Every line on this quilt is made by hand-stitching. My hands hurt a bit from all the stitching. A month and a half ago I got the idea that I would finish this quilt in time for Christmas. I did, but it involved a Herculean effort of 4-6 hours a day of stitching by hand. I used sports cream when my hands got sore, and it'll be a while before I can shake hands without pain.
It was worth the effort when she opened it and we put it on our bed.
Here's the story behind the quilt: 
When I took a job in Cleveland in 2003, my wife stayed behind in Wisconsin to finish out the school year. She's a teacher and we always said that if we moved during a school year, she would stay behind to finish it. I admire that, and that's what we did when I moved to Cleveland.  I lived alone in a one-bedroom apartment for a couple of months, and I got bored.
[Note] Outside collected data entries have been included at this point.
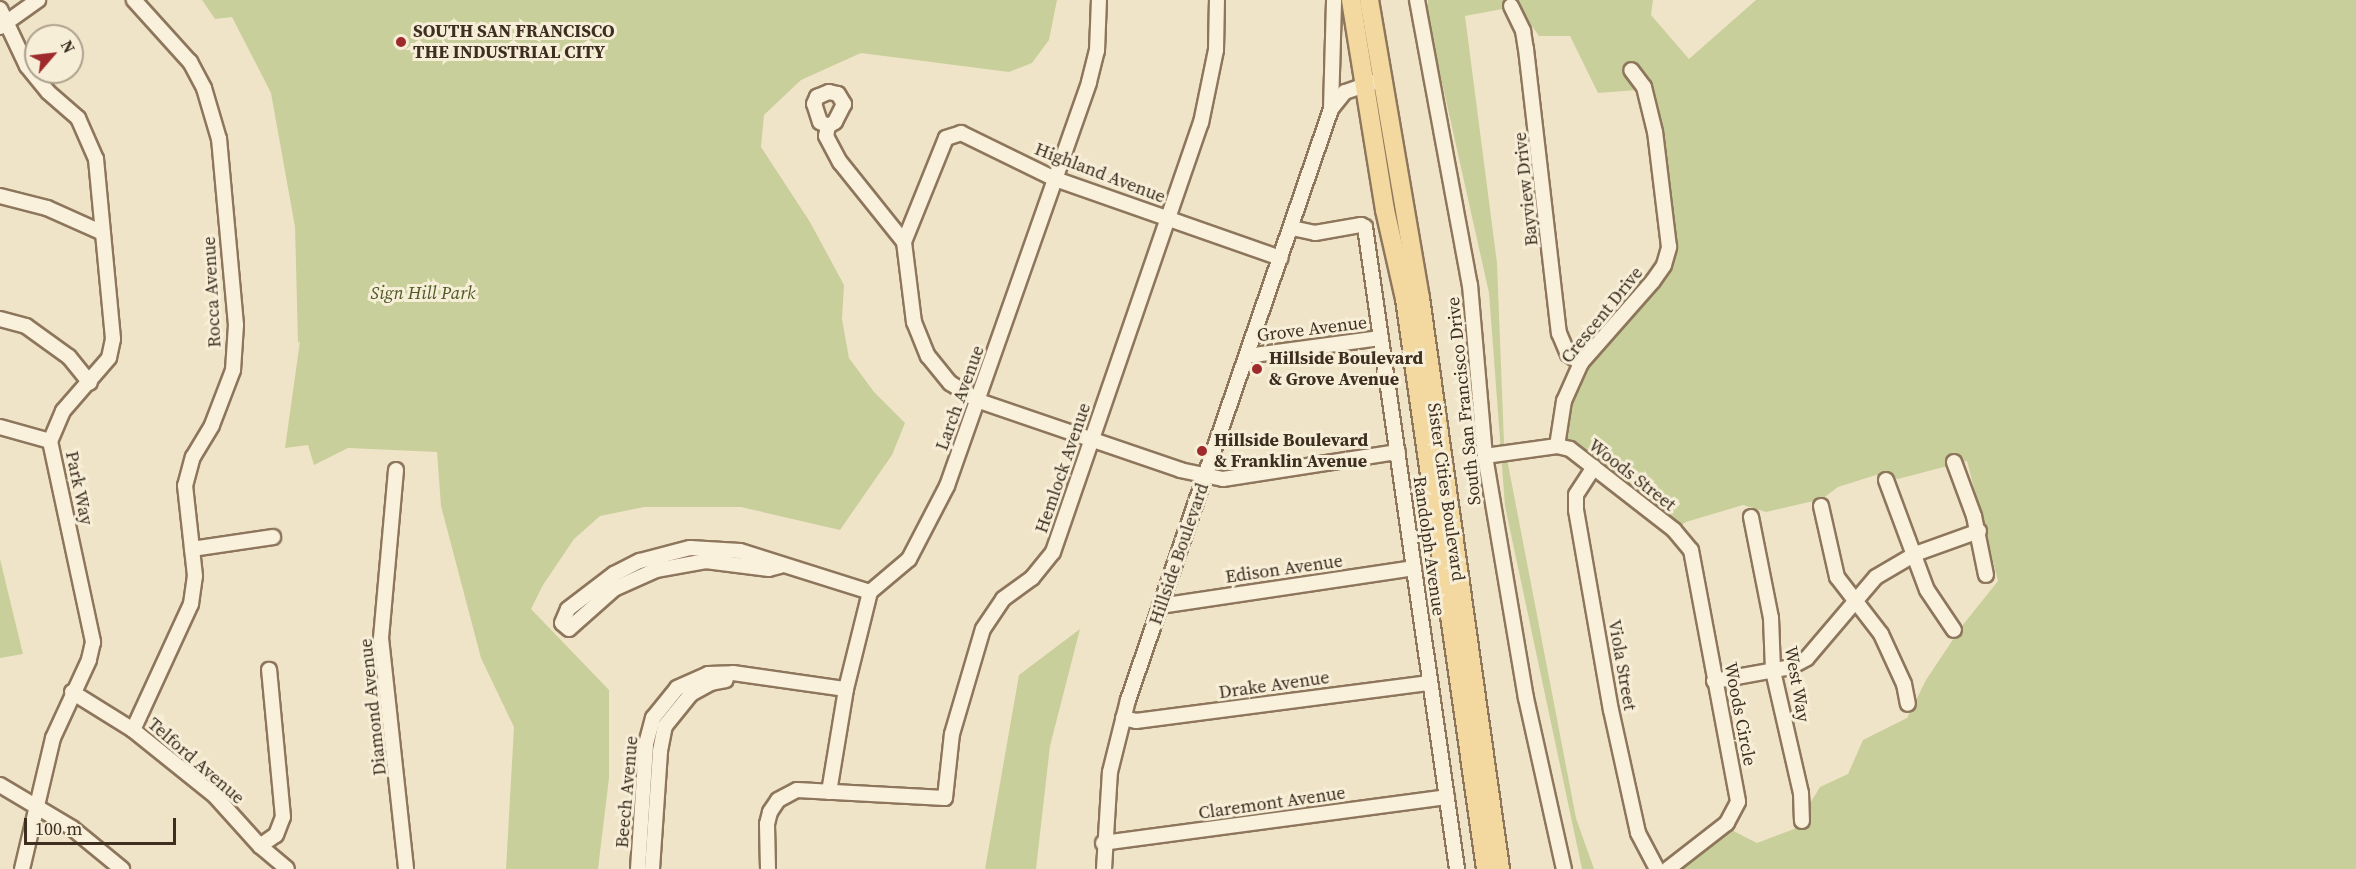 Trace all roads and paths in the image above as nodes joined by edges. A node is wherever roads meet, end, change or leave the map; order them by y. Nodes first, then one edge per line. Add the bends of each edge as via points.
1 (38, 0) edge
2 (134, 0) edge
3 (1099, 0) edge
4 (1217, 0) edge
5 (1334, 0) edge
6 (1351, 0) edge
7 (1369, 0) edge
8 (1417, 0) edge
9 (1511, 6) dead end
10 (0, 9) edge
11 (3, 25) edge
12 (1631, 70) dead end
13 (1382, 81) junction
14 (1363, 84) junction
15 (1332, 109) junction
16 (828, 126) dead end
17 (1055, 179) junction
18 (0, 196) edge
19 (1168, 218) junction
20 (1292, 228) junction
21 (103, 233) junction
22 (904, 242) junction
23 (1281, 258) junction
24 (0, 319) edge
25 (1381, 338) junction
26 (1247, 356) junction
27 (1581, 363) junction
28 (90, 383) junction
29 (979, 401) junction
30 (0, 427) edge
31 (1091, 440) junction
32 (50, 441) junction
33 (1557, 446) junction
34 (1398, 452) junction
35 (1485, 456) junction
36 (1954, 462) dead end
37 (1594, 467) junction
38 (396, 470) dead end
39 (1206, 477) junction
40 (1887, 480) dead end
41 (1821, 506) dead end
42 (1751, 517) dead end
43 (1979, 531) junction
44 (273, 537) dead end
45 (1683, 538) joint
46 (192, 549) junction
47 (1915, 554) junction
48 (1414, 568) junction
49 (1986, 575) dead end
50 (610, 584) dead end
51 (870, 592) junction
52 (1853, 601) junction
53 (1160, 606) junction
54 (1954, 630) dead end
55 (269, 670) dead end
56 (1773, 671) junction
57 (743, 676) junction
58 (1714, 681) junction
59 (1430, 683) junction
60 (846, 689) junction
61 (72, 692) junction
62 (1908, 704) dead end
63 (1122, 718) junction
64 (133, 730) junction
65 (0, 785) edge
66 (829, 792) junction
67 (1447, 797) junction
68 (37, 805) junction
69 (1802, 821) dead end
70 (1103, 843) junction
71 (260, 846) junction
72 (22, 869) edge
73 (122, 869) edge
74 (287, 869) edge
75 (406, 869) edge
76 (638, 869) edge
77 (652, 869) edge
78 (768, 869) edge
79 (1104, 869) edge
80 (1457, 869) edge
81 (1486, 869) edge
82 (1500, 869) edge
83 (1564, 869) edge
84 (1657, 869) edge
85 (1668, 869) edge

1 - 11 street
2 - 46 street, Rocca Avenue via 190,62 204,88 219,139 236,325 233,370 212,424 193,457 185,486
3 - 17 street, Larch Avenue via 1097,51
4 - 19 street, Hemlock Avenue via 1210,88
5 - 15 street, Hillside Boulevard
6 - 14 main road
7 - 13 main road
8 - 35 street, South San Francisco Drive via 1470,285
9 - 27 street, Bayview Drive via 1523,31 1526,49 1559,333 1568,354
10 - 11 street, Park Way
11 - 21 street, Park Way via 27,66 87,133 96,159
12 - 27 street, Crescent Drive via 1644,87 1655,132 1669,247 1664,265 1653,281
13 - 14 street, Hillside Boulevard
13 - 82 main road, Sister Cities Boulevard via 1420,298
14 - 15 street, Hillside Boulevard via 1345,92
14 - 81 main road, Sister Cities Boulevard via 1405,299
15 - 20 street, Hillside Boulevard
16 - 22 street via 826,136 840,162
17 - 19 street, Highland Avenue
17 - 22 street, Highland Avenue via 962,133 946,138
17 - 29 street, Larch Avenue
18 - 21 street via 47,208
19 - 23 street, Highland Avenue
19 - 31 street, Hemlock Avenue
20 - 23 street, Hillside Boulevard
20 - 25 street, Randolph Avenue via 1315,233 1365,227
21 - 28 street, Park Way via 113,339 110,358
22 - 29 street via 914,322 928,356 950,383
23 - 26 street, Hillside Boulevard
24 - 28 street via 26,326 69,357
25 - 26 street, Grove Avenue
25 - 34 street, Randolph Avenue
26 - 39 street, Hillside Boulevard
27 - 33 street, Crescent Drive via 1564,401
28 - 32 street, Park Way via 63,411
29 - 31 street
29 - 51 street, Larch Avenue via 947,486 909,559
30 - 32 street
31 - 39 street
31 - 66 street, Hemlock Avenue via 1053,552 1032,578 1003,599 983,629 952,734 945,798
32 - 61 street, Park Way via 93,642 89,660
33 - 35 street
33 - 37 street, Woods Street via 1569,449
34 - 39 street via 1236,478
34 - 48 street, Randolph Avenue
35 - 83 street, South San Francisco Drive via 1526,698
36 - 43 street
37 - 45 street, Woods Street
37 - 84 street, Viola Street via 1576,495 1576,510 1611,710 1636,821 1644,848
38 - 75 street, Diamond Avenue via 381,638
39 - 53 street, Hillside Boulevard
40 - 47 street
41 - 52 street via 1837,577
42 - 56 street, West Way via 1772,618
43 - 47 street
43 - 49 street
44 - 46 street
45 - 58 street, Woods Circle via 1691,550
46 - 64 street, Rocca Avenue via 195,576 191,604
47 - 52 street via 1876,577
47 - 54 street via 1927,590
48 - 53 street, Edison Avenue
48 - 59 street, Randolph Avenue
50 - 51 street via 640,561 690,548 740,551
51 - 60 street
52 - 56 street via 1807,658
52 - 62 street via 1887,644
53 - 63 street, Hillside Boulevard
55 - 71 street via 283,817 276,835
56 - 58 street
56 - 69 street, West Way via 1801,793
57 - 60 street, Beech Avenue via 795,679
57 - 76 street, Beech Avenue via 708,674 689,681 667,698 654,718 646,744
57 - 77 street, Beech Avenue via 711,683 691,694 665,726
58 - 85 street, Woods Circle via 1738,802 1727,823
59 - 63 street, Drake Avenue via 1136,722
59 - 67 street, Randolph Avenue
60 - 66 street
61 - 64 street, Telford Avenue
61 - 68 street, Park Way via 53,738
63 - 70 street, Hillside Boulevard via 1110,772
64 - 71 street, Telford Avenue via 215,796
65 - 68 street
66 - 78 street, Hemlock Avenue via 797,790 778,800 767,824
67 - 70 street, Claremont Avenue
67 - 80 street, Randolph Avenue
68 - 72 street, Park Way
68 - 73 street
70 - 79 street, Hillside Boulevard
71 - 74 street, Telford Avenue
I ordered a kit that included a top with blue lines (they washed out) and was intimidated when I saw how many blue lines I would have to quilt over to make this thing. I started it, got the center medallion done, and shoved it in a closed after my wife joined me.

I got sick in 2005, and if you've read much in this blog, you already know I was sick with Wernicke Encephalopathy. I recovered, which is a story of it's own. I used to drink while I was quilting, and I wasn't sure I would ever be able to quilt again. I was afraid I'd want to drink when I quilted. I was afraid I wouldn't be able to quilt as well sober as I did when I was drinking. Seriously! I have hand tremors. Drinking steadied my hands until sobriety slipped into drunkenness. 
When I was trying to decide what to give my wife for Christmas this year, I pulled the quilt out of the closet, looked at it and thought, "I have the middle done. Won't take much time to do that last four feet around." 
I should've known better. This isn't my first quilt. It's my fifteenth or sixteenth quilt. The center of the quilt is the easiest part--the smallest hunk. Each time around the center gets exponentially bigger, as anyone better than me at geometry can tell you. That's just about anyone, by the way. I'm a mathemagical moron.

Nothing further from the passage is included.